The Salt Companion to Diane Glancy offers a helpful supplemental bibliography of Glancy’s writing and criticism on that work, which makes very clear just how thin the scholarly attention directed at Glancy’s body of work has been. In the introduction to this edition, editor James Mackay surveys some of the recent scholarship on and responses to Glancy (from Adrienne Rich, Kimberly Blaeser, Molly McGlennen, Birgit Däwes, Brewster Fitz, Frederick Hale, Arnold Krupat, and Daniel Heath Justice). Mackay then explains that the collection sets out to fill a gap in critical attention.

Like Mackay, Chadwick Allen also laments scholarly inattention to Glancy and hypothesizes that this “may well be because scholars have been either unwilling or ill-equipped to engage Glancy’s driving compulsion in these texts: to examine in detail a Christian faith embattled both from without and within; to explore a largely unknown indigenous descent; to describe the painful isolation of juxtaposed and asymmetrical identities” (15). Allen’s “Esther in the Throne Room, Zaccheus in the Tree (Sequoyah in His Cabin): Diane Glancy’s Voice Between” draws deeply upon his personal connection to Glancy. He writes that he and Glancy “share similar lines of known and unknown genealogy . . . , common geographies . . . , familial stories of struggles epic and mundane” (16). To [End Page 107] locate evidence of Glancy’s “embattled” identity, Allen’s essay surveys her early works: the chapbooks she published on her small in-home presses, Hadassah and MyrtleWood, as well as her 1983 master’s thesis.

Many of the other essays in this collection examine the interplay between her Christian and Cherokee identities, the seeming paradox present in much of Glancy’s writing. In “Claiming Faith: Border-Crossing Theology in the Writing of Diane Glancy,” Jerry Harp examines Glancy’s syncretism and the tension between her identification with evangelical and Cherokee communities in her poetry and in some of the literary criticism on her work. Harp characterizes Glancy as a border-crosser and, in so doing, points out what may make this writer controversial: that when Glancy “finds anything in Cherokee belief or practice—e.g., conjuring, multiple gods—fundamentally at odds with her life in Christ, she leaves it out of her devotion. On the other hand, she remains fundamentally alive to what it means to be Cherokee” (49).

In contrast, Molly McGlennen’s essay, “Diane Glancy’s Creative/Critical Poetics,” begins with some skepticism about Glancy’s dedication to Cherokee communities. McGlennen engages deeply with indigenous nationalist scholarship, and by bringing this scholarship into the conversation, McGlennen is able to ask: “in terms of sovereignty, how does Glancy’s literature assert ideas of Cherokee nationhood in community-based, activist, and autonomous ways?” (61). Her analysis shows that Glancy interweaves many forms, genres, and narrative voices.

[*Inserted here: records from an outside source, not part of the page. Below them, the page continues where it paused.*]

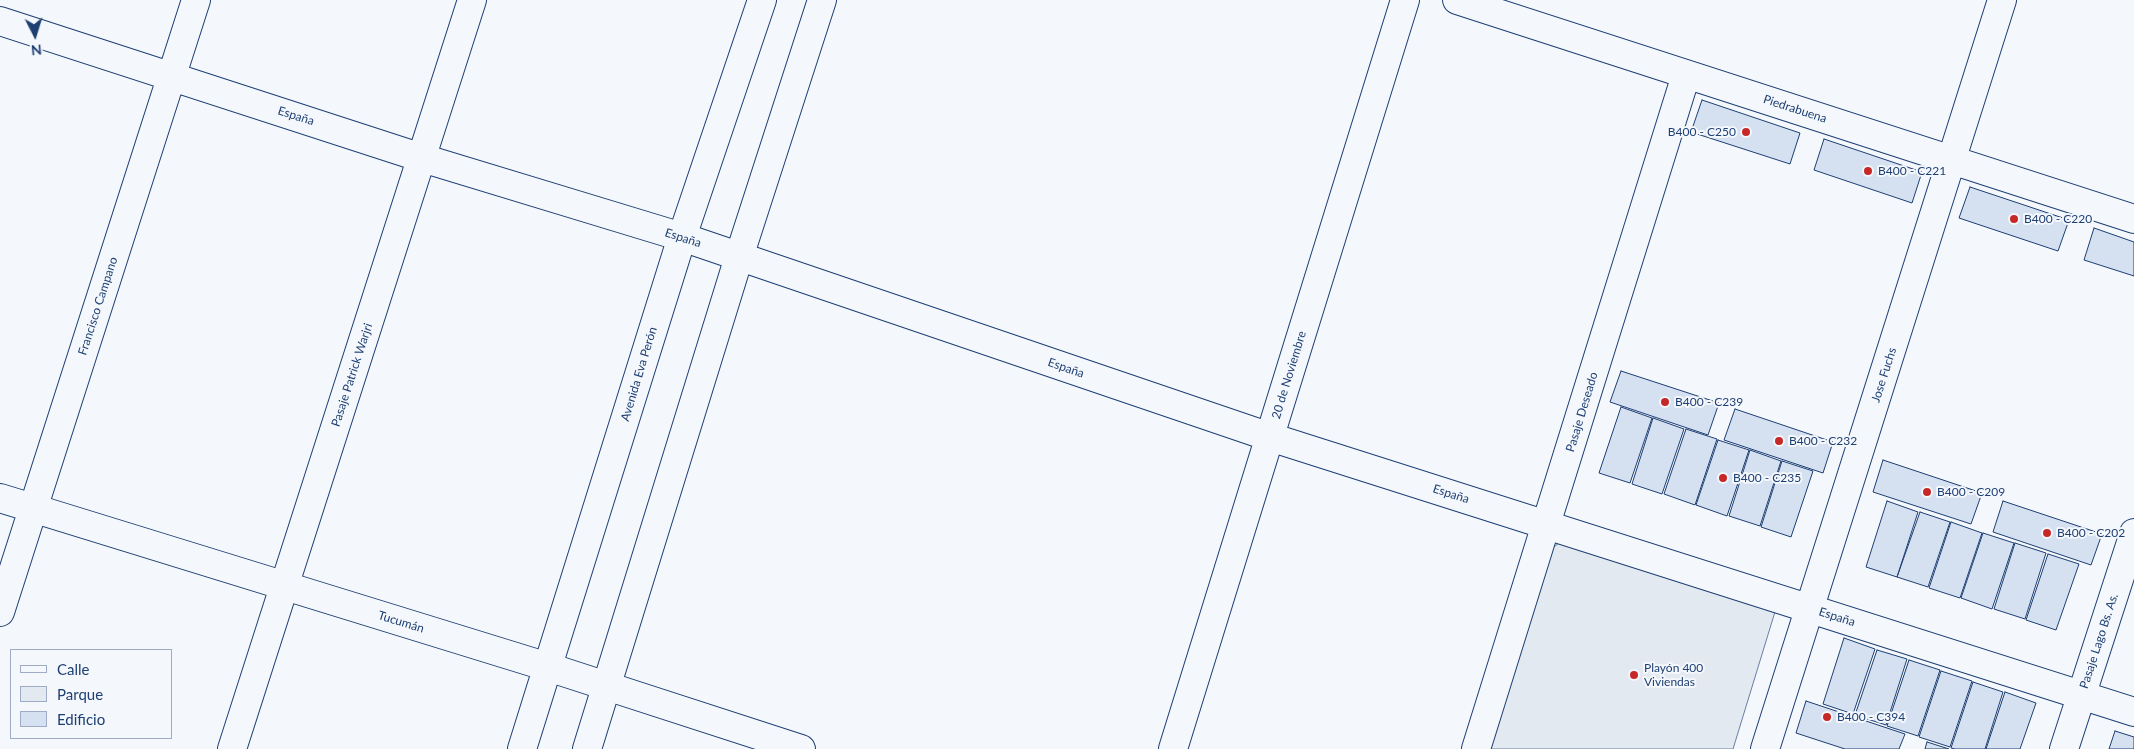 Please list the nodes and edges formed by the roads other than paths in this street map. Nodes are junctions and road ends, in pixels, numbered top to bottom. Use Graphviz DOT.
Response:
graph roads {
  1 [pos="196,0"];
  2 [pos="472,0"];
  3 [pos="762,0"];
  4 [pos="822,0"];
  5 [pos="1405,0"];
  6 [pos="1457,0"];
  7 [pos="2002,0"];
  8 [pos="0,20"];
  9 [pos="1686,75"];
  10 [pos="172,76"];
  11 [pos="422,158"];
  12 [pos="1952,159"];
  13 [pos="2134,219"];
  14 [pos="682,237"];
  15 [pos="739,257"];
  16 [pos="1270,436"];
  17 [pos="0,498"];
  18 [pos="33,509"];
  19 [pos="1547,525"];
  20 [pos="2134,533"];
  21 [pos="284,586"];
  22 [pos="1810,608"];
  23 [pos="0,612"];
  24 [pos="548,667"];
  25 [pos="607,686"];
  26 [pos="2082,695"];
  27 [pos="2134,712"];
  28 [pos="232,749"];
  29 [pos="522,749"];
  30 [pos="587,749"];
  31 [pos="801,749"];
  32 [pos="1173,749"];
  33 [pos="1476,749"];
  34 [pos="1765,749"];
  35 [pos="2064,749"];
  1 -- 10 [label="street, Francisco Campano"];
  2 -- 11 [label="street, Pasaje Patrick Warjri"];
  3 -- 14 [label="street, Avenida Eva Perón"];
  4 -- 15 [label="street"];
  5 -- 16 [label="street, 20 de Noviembre"];
  6 -- 9 [label="street, Piedrabuena"];
  7 -- 12 [label="street, Jose Fuchs"];
  8 -- 10 [label="street, España"];
  9 -- 12 [label="street, Piedrabuena"];
  9 -- 19 [label="street, Pasaje Deseado"];
  10 -- 11 [label="street, España"];
  10 -- 18 [label="street, Francisco Campano"];
  11 -- 14 [label="street, España"];
  11 -- 21 [label="street, Pasaje Patrick Warjri"];
  12 -- 13 [label="street, Piedrabuena"];
  12 -- 22 [label="street, Jose Fuchs"];
  14 -- 15 [label="street, España"];
  14 -- 24 [label="street, Avenida Eva Perón"];
  15 -- 16 [label="street, España"];
  15 -- 25 [label="street"];
  16 -- 19 [label="street, España"];
  16 -- 32 [label="street, 20 de Noviembre"];
  17 -- 18 [label="street, Tucumán"];
  18 -- 21 [label="street, Tucumán"];
  18 -- 23 [label="street, Francisco Campano"];
  19 -- 22 [label="street, España"];
  19 -- 33 [label="street, Pasaje Deseado"];
  20 -- 26 [label="street, Pasaje Lago Bs. As."];
  21 -- 24 [label="street, Tucumán"];
  21 -- 28 [label="street, Pasaje Patrick Warjri"];
  22 -- 26 [label="street, España"];
  22 -- 34 [label="street, Jose Fuchs"];
  24 -- 25 [label="street, Tucumán"];
  24 -- 29 [label="street, Avenida Eva Perón"];
  25 -- 30 [label="street"];
  25 -- 31 [label="street, Tucumán"];
  26 -- 27 [label="street, España"];
  26 -- 35 [label="street, Pasaje Lago Bs. As."];
}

In spite of her initial skepticism, McGlennen surmises that Glancy’s “writing illustrates the diverse voices and experiences of Cherokee communities that are scattered across the hemisphere” (67). In other words, through this weaving, Glancy simultaneously participates in and constructs a Cherokee poetics.

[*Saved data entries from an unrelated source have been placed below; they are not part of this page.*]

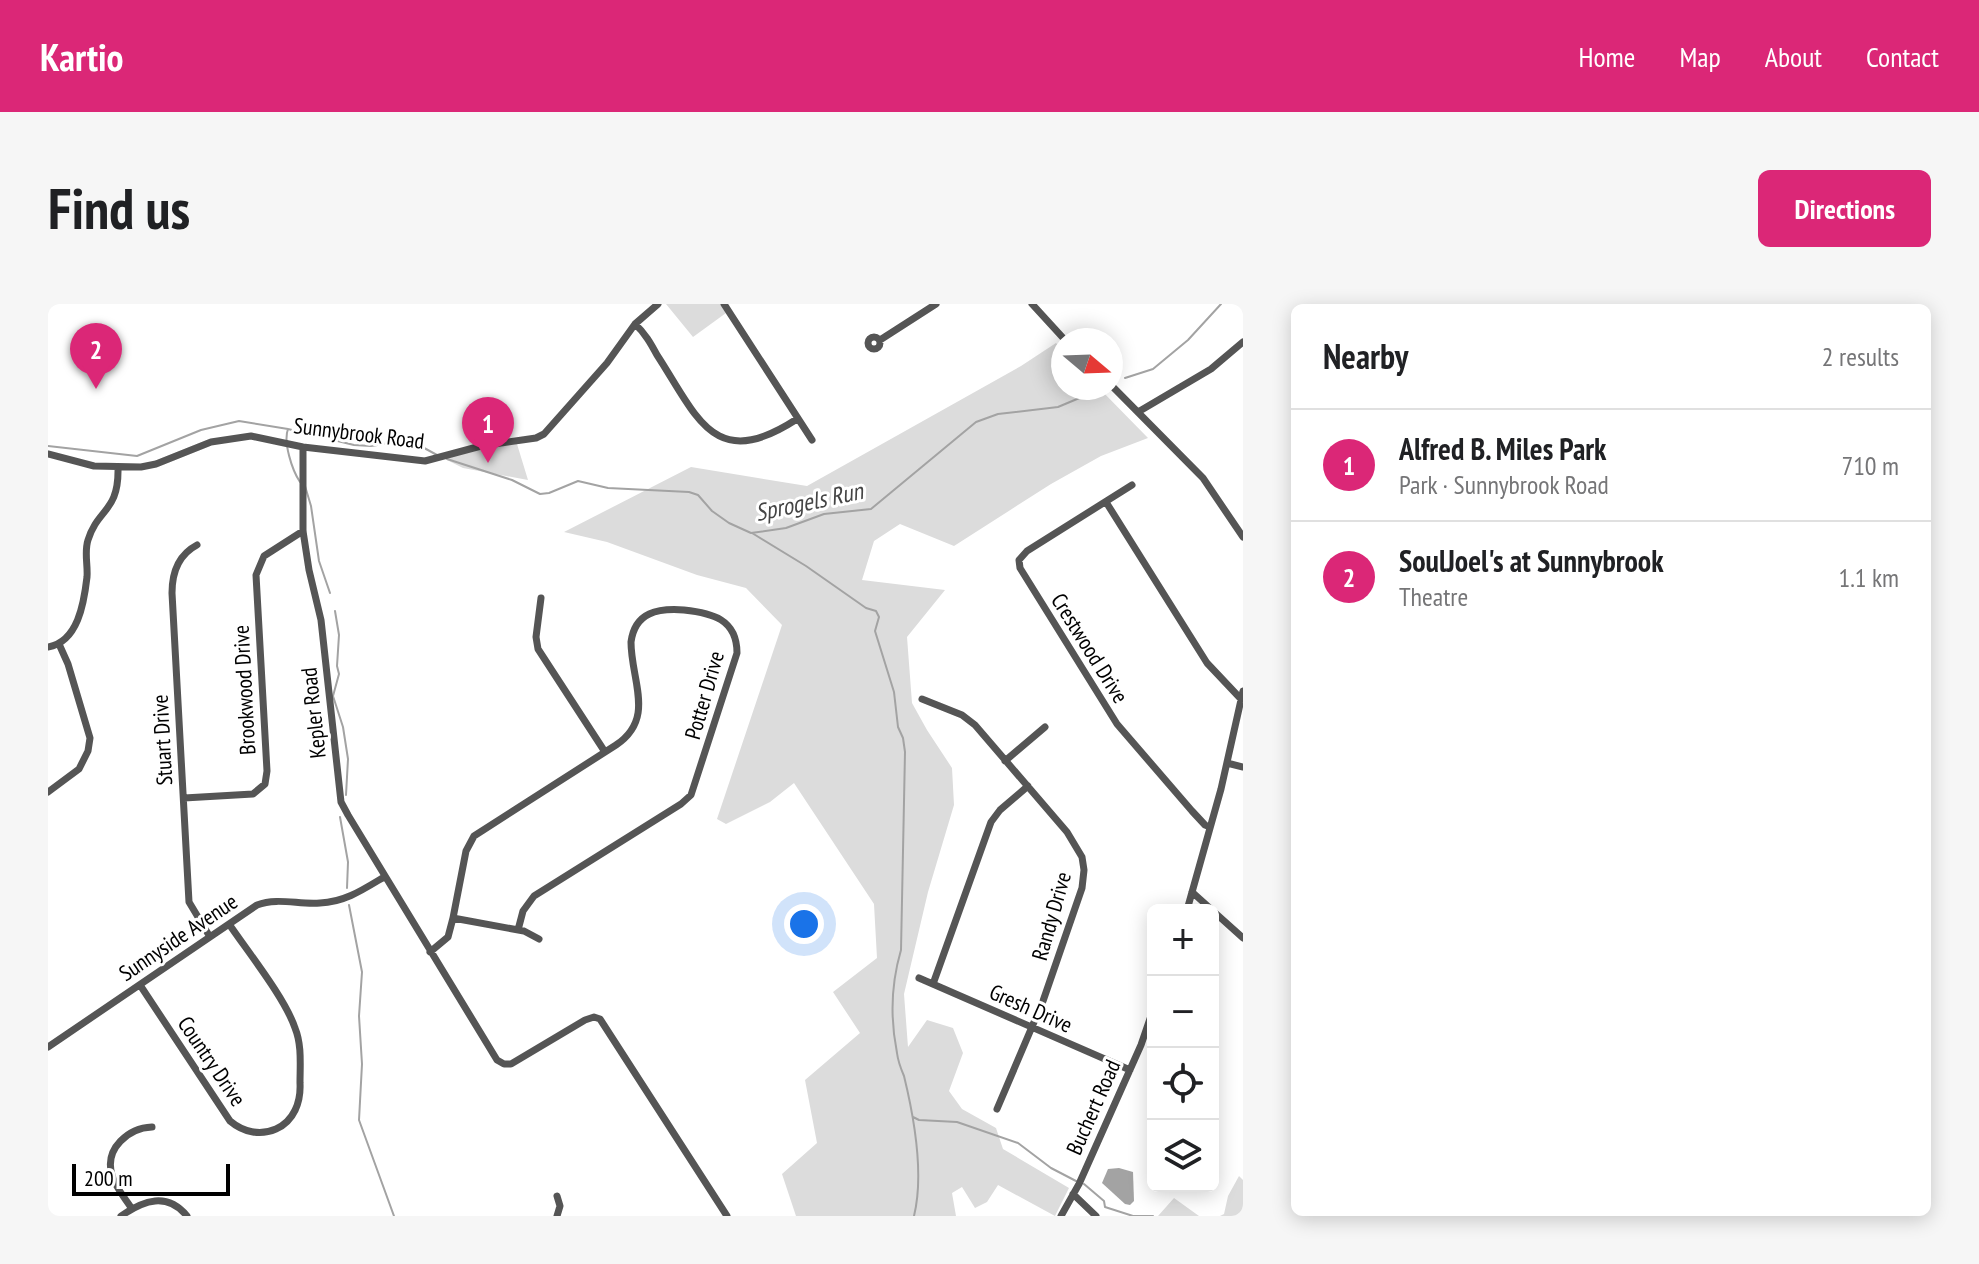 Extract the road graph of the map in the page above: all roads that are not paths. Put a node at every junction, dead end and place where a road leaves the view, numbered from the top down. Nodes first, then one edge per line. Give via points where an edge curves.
1 (658, 304) edge
2 (724, 304) edge
3 (936, 304) edge
4 (1032, 304) edge
5 (635, 324) junction
6 (1054, 328) edge
7 (880, 340) dead end
8 (1243, 342) edge
9 (1123, 397) edge
10 (1138, 412) junction
11 (797, 419) junction
12 (812, 440) dead end
13 (303, 447) junction
14 (48, 454) edge
15 (118, 468) junction
16 (1132, 485) dead end
17 (1106, 502) junction
18 (303, 531) junction
19 (1243, 537) edge
20 (197, 545) dead end
21 (541, 598) dead end
22 (59, 644) junction
23 (48, 647) edge
24 (1242, 695) edge
25 (922, 699) dead end
26 (1045, 727) dead end
27 (605, 752) junction
28 (1005, 761) junction
29 (1227, 763) junction
30 (1243, 767) edge
31 (1028, 786) junction
32 (48, 792) edge
33 (184, 798) junction
34 (1210, 827) junction
35 (384, 877) junction
36 (1192, 892) junction
37 (1189, 904) edge
38 (1206, 904) edge
39 (1219, 916) edge
40 (453, 918) junction
41 (229, 924) junction
42 (518, 930) junction
43 (210, 937) junction
44 (1243, 938) edge
45 (539, 939) dead end
46 (430, 952) junction
47 (919, 978) dead end
48 (933, 984) junction
49 (140, 985) junction
50 (1147, 1026) edge
51 (1032, 1028) junction
52 (48, 1047) edge
53 (1130, 1070) junction
54 (997, 1109) dead end
55 (152, 1127) dead end
56 (1073, 1194) junction
57 (557, 1196) dead end
58 (132, 1209) junction
59 (121, 1216) edge
60 (187, 1216) edge
61 (557, 1216) edge
62 (727, 1216) edge
63 (1061, 1216) edge
64 (1096, 1216) edge

1 - 5 street, Sunnybrook Road
2 - 11 street
3 - 7 street
4 - 6 street
5 - 11 street via 699,420 714,434 731,440 763,439
5 - 13 street, Sunnybrook Road via 542,436 418,461
8 - 10 street via 1211,369
9 - 10 street
10 - 19 street via 1203,478
11 - 12 street
13 - 15 street, Sunnybrook Road via 259,436 230,437 149,466
13 - 18 street, Kepler Road
14 - 15 street, Sunnybrook Road
15 - 22 street via 116,498 87,541 87,580 76,627
16 - 17 street, Crestwood Drive
17 - 24 street via 1207,663
17 - 34 street, Crestwood Drive via 1027,551 1019,560 1021,572 1117,724
18 - 33 street, Brookwood Drive via 264,556 256,575 265,784 253,794
18 - 35 street, Kepler Road via 321,620 341,802
20 - 33 street, Stuart Drive via 180,559 172,581
21 - 27 street via 538,649
22 - 23 street
22 - 32 street via 90,738 79,769
24 - 29 street
25 - 28 street, Randy Drive via 969,719
26 - 28 street
27 - 40 street, Potter Drive via 474,836 466,851
27 - 42 street, Potter Drive via 629,735 639,717 630,645 640,620 667,609 709,614 728,624 737,644 736,658 691,795 534,896
28 - 31 street, Randy Drive
29 - 30 street
29 - 34 street
31 - 48 street via 989,825
31 - 51 street, Randy Drive via 1078,847 1084,870 1081,893
33 - 43 street, Stuart Drive via 189,904
34 - 36 street
35 - 41 street, Sunnyside Avenue via 333,902 263,903
35 - 46 street, Kepler Road
36 - 37 street
36 - 38 street
39 - 44 street
40 - 42 street
40 - 46 street via 448,937
41 - 43 street, Sunnyside Avenue
41 - 49 street, Country Drive via 297,1032 300,1098 280,1127 252,1132 230,1121
42 - 45 street
43 - 49 street, Sunnyside Avenue
46 - 62 street, Kepler Road via 501,1063 519,1060 585,1020 602,1021
47 - 48 street, Gresh Drive
48 - 51 street, Gresh Drive
49 - 52 street, Sunnyside Avenue
50 - 53 street, Buchert Road
51 - 53 street, Gresh Drive
51 - 54 street, Randy Drive
53 - 56 street, Buchert Road
55 - 58 street via 125,1137 111,1157 113,1178
56 - 63 street, Buchert Road
56 - 64 street
57 - 61 street
58 - 59 street
58 - 60 street via 163,1200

Birgit Däwes’s “’Foxtrot with Me, Baby’: Diane Glancy’s Dramatic Work” shows how Glancy’s plays deconstruct “notions of essentialist cultural identity in order to find new modes of historiography” (145). She discusses an ethics of reception through which to read and understand Glancy’s dramatic work, one that is nonlinear, pluralistic, and transnational. As such, Däwes’s analysis sidesteps some [End Page 108] of the questions about Glancy’s paradoxical identity yet arrives at a conclusion about the writer similar to McGlennen’s: that “Glancy’s dramatic work bridges the gaps between various genres, between theory and practice, storytelling, performance, and reception, and between a whole range of cultural differences” (148).

In the republished “Employing the Strategy of Transculturation: Colonial Migration and Postcolonial Interpretation in Pushing the Bear,” Karsten Fitz studies how Glancy’s Pushing the Bear uses transculturation (à la Mary Louise Pratt) to absorb Christian stories into Cherokee culture, thereby making survival possible, even through the incomprehensible trauma of forced removal and...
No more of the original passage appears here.